Monday, December 26, 2016


The Security Council voted a resolution condemning Israel's settlements in the West Bank and East Jerusalem. The United States abstained.

P.M. Netanyahu condemned the US vote in unequivocal terms. The relationship between Washington and Tel Aviv is a strange one. As much as the US military support for Israel remains solid, the chemistry between President Obama and the Israeli P.M. is absent. Under a Trump administration, improvement (in Israeli eyes) is expected.

A lot can be said about past and current dysfunctions. The deal between the US and Iran regarding nuclear weapons is working out, for now.  Still, it would have been better if a collateral existential issue, the recognition of Israel by Iran, could have been included. The diplomatic toolbox provides for enough alternatives to find a solution for this delicate issue. The unacceptable narrative on the Palestinian side continues to create a climate of increasing alienation and bad faith.  On the other hand, the same goes for all Arab states but this does not stand in the way of a cynical modus vivendi between Israel and many of the same Arab states.

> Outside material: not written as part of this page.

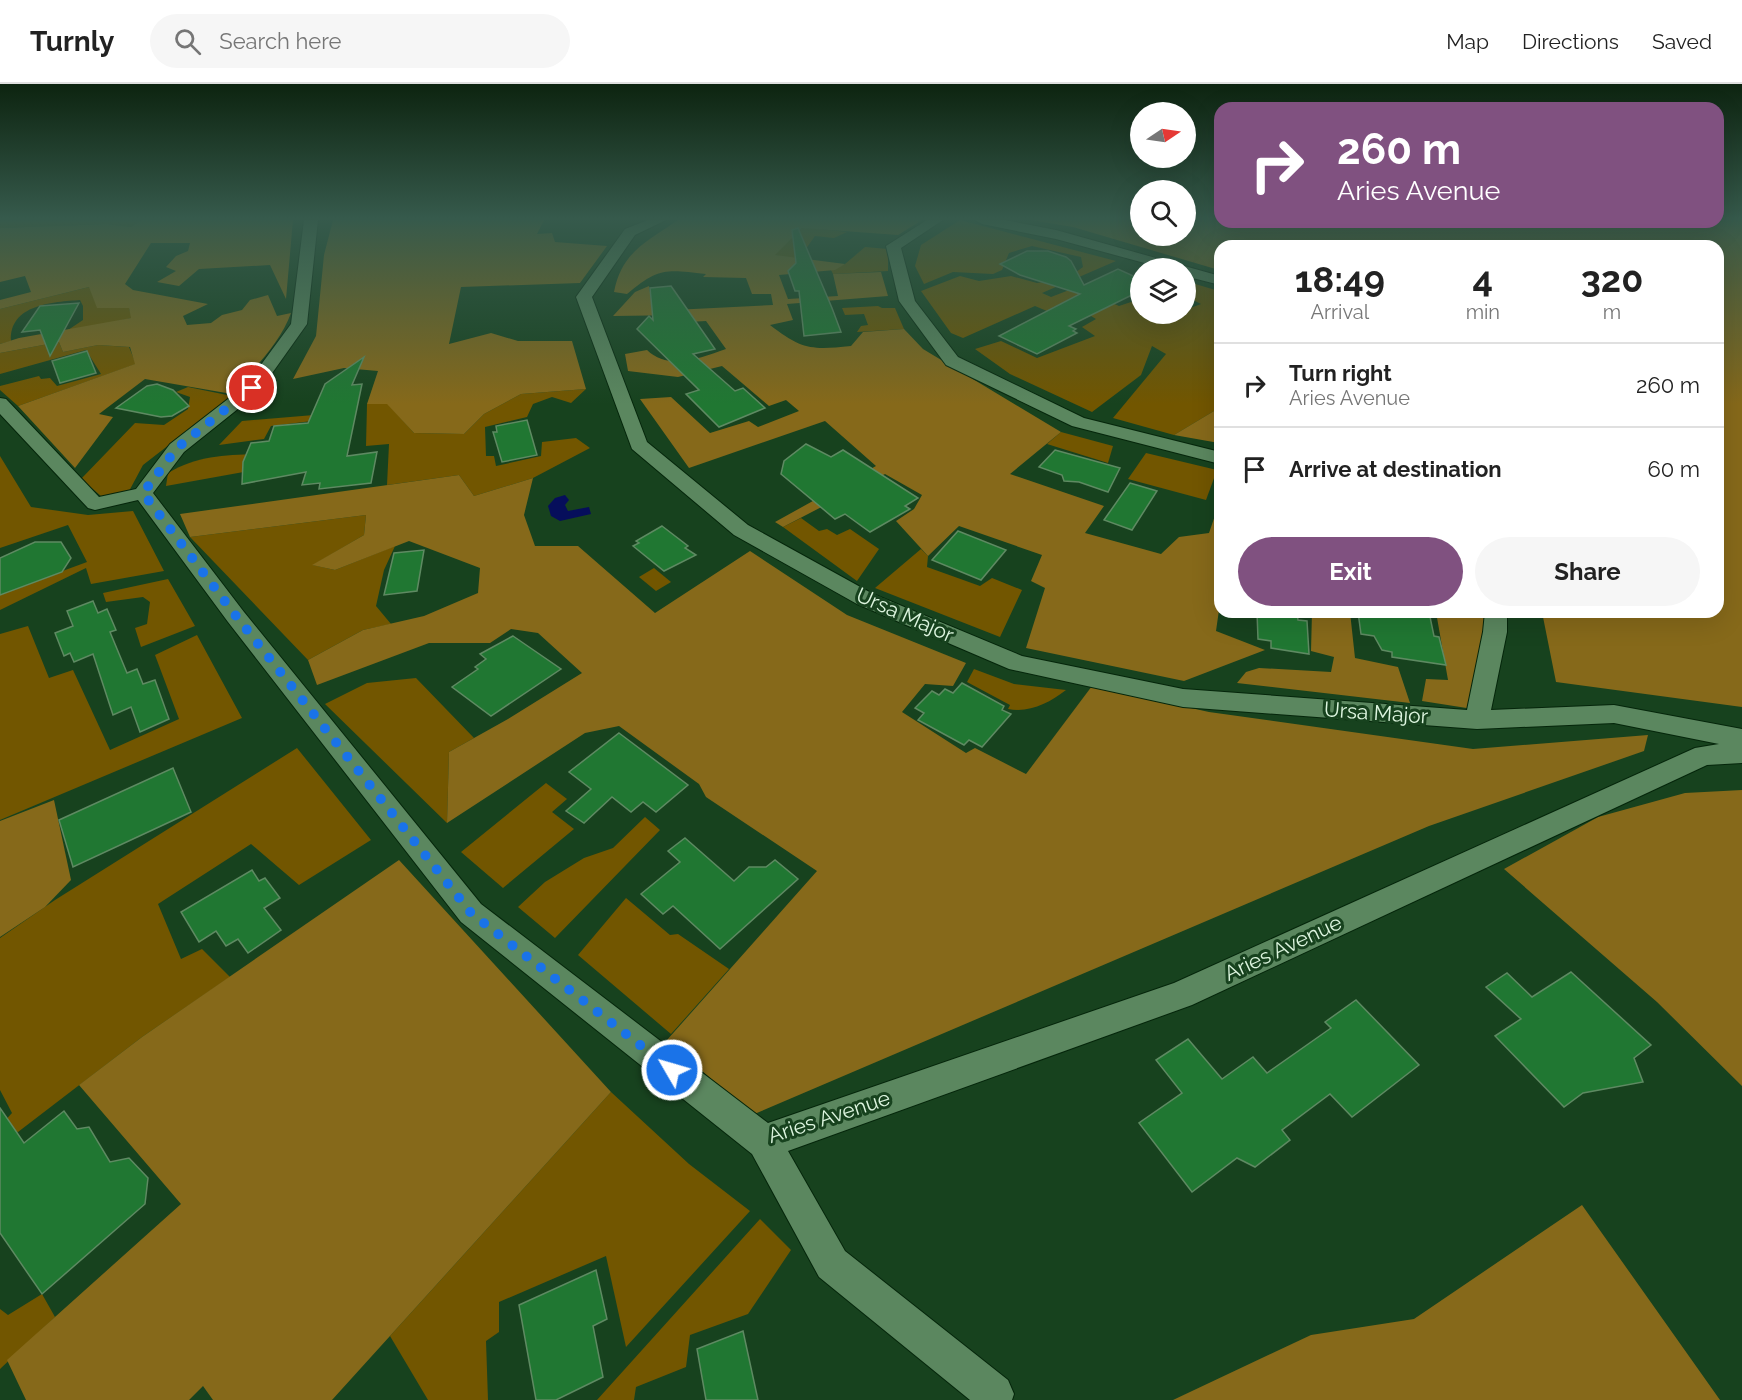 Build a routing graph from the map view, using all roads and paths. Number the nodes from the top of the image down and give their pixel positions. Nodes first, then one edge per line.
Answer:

President Obama followed in the steps of President Eisenhower who sent a resolution to the General Assembly of the UN, condemning Israel, France and the U.K. after their combined Suez attack in 1956.

P.M. Netanyahu, for his part, transgressed protocol when he addressed the US Congress over the head of the Obama Administration. Thin skin on both sides overruled wiser considerations.

It would be wise to deescalate. Obviously Trump's choice of David Friedman as ambassador to Israel might look like a blank check given to the Israeli P.M. However, personalities considered as too extreme in one direction or another can "surprise". This goes for the whole of the incoming US administration. The core of a fundamentally important partnership between Israel and the US remains unchallenged. The only democratic partner in the region deserves the respect of and support by both the United States and the EU. 

A two-state solution is the only possible outcome for a problem which drains Israel as much as the many willing to help. It is often impossible (Gaza) or hard (West Bank, Jerusalem) to find common ground with the Palestinians and the arteries, needed to keep a negotiation flowing, are hardening. The demographic clock is ticking. The outlines for a possible two-state architecture are known. Jerusalem remains a major stumbling block for now and any arrangement will require the input of more than two. Israel 's claims are just ones, as long as they also provide room for a form of "co-steering".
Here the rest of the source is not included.